Bradley Monk, MD, FACOG, FACS: Yeah. Dr Birrer said, “Oh, you know, recurrent cervical cancer is a very poor prognosis.” Tom said, “In ovarian cancer we’re getting lots of lines of therapy, and here we go.” I would really like this to be, someday, where patients can get multiple lines of chemotherapy. Chemotherapy and BEV, with or without I/O. They didn’t get I/O frontline, get I/O again, and then get an antibody drug conjugate. And then you have TIL on the table. Maybe we can, just like in ovarian cancer, do these PFS [progression-free survival] on top of PFS, and we can increase the prevalence, which is really increasing the survival.

Michael J. Birrer, MD, PhD: Right. And you add to that factor that this is a patient population that was fairly young. And probably in many ways healthier than ovarian cancer patients. They should be able to tolerate more regimens, including relatively toxic ones with TIL.

Thomas Herzog, MD: The 1 difficulty with these patients that present with advanced disease, and they’re the most likely to recur, is that they have radiation. And that changes things a little in terms of drug delivery, tissue bioavailability, and so forth.

Bradley Monk, MD, FACOG, FACS: And special populations, right? So low socioeconomic populations.

Thomas Herzog, MD: Socioeconomic factors to figure in terms of compliance and support for getting through these difficult and tedious therapies—you know, tedious schedules.

Michael J. Birrer, MD, PhD: And you wonder whether that plays into why the response rate to anti—PD-1 is only 14%. Does somehow radiation affect that?
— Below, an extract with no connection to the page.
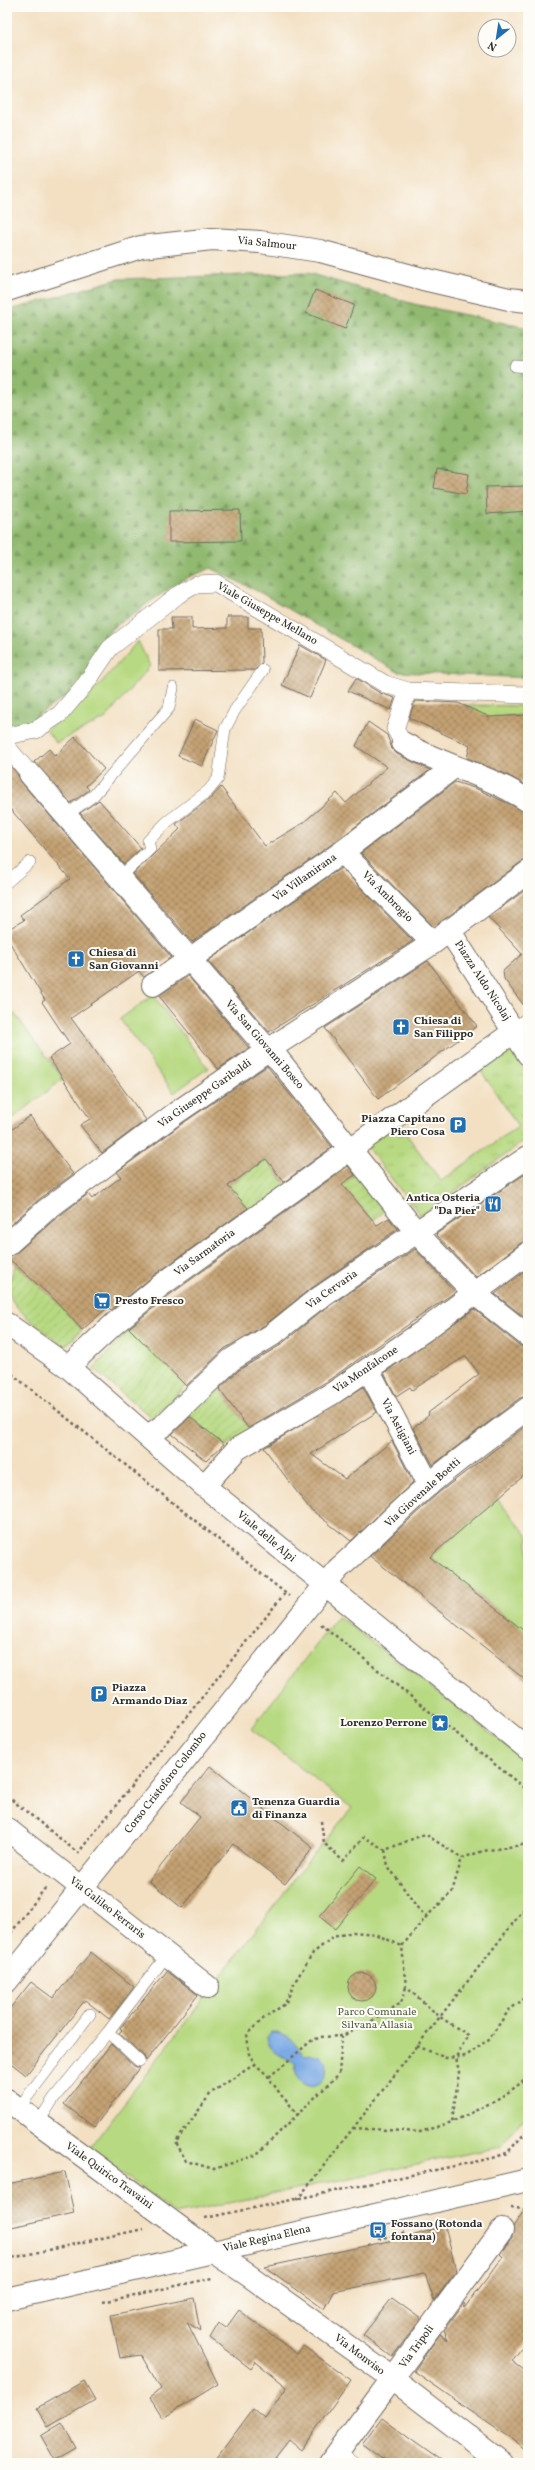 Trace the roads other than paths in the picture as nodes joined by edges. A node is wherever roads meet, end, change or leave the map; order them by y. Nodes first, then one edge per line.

I don’t know the answer.

Thomas Herzog, MD: It’s just shocking. It should be higher.

Bradley Monk, MD, FACOG, FACS: Finally, we talked about TIL, antibody drug conjugates, and I/O. What about HER2 mutations? Tell us about those, Michael.

Michael J. Birrer, MD, PhD: Well, this is an example of how a study like TCGA [The Cancer Genome Atlas] really pays off. They sequenced a large number of cervical cancer patients’ tumors. And 5% of them have activating mutations in HER2. They’re mostly in adenocarcinoma. And you can target that. You can target that with a small-molecule inhibitor. It’s been done, and they’re seeing responses.

Bradley Monk, MD, FACOG, FACS: The biomarker world in cervical cancer is PD-L1 [programmed death-ligand 1], because if you have PD-L1, you may be able to respond. It’s mostly squamous tumors. And also HER2, where you might be able to get a tyrosine kinase inhibitor, and that’s mostly adenocarcinoma.

Michael J. Birrer, MD, PhD: Yeah.

Bradley Monk, MD, FACOG, FACS: Those are the 2 validated biomarkers in cervical cancer.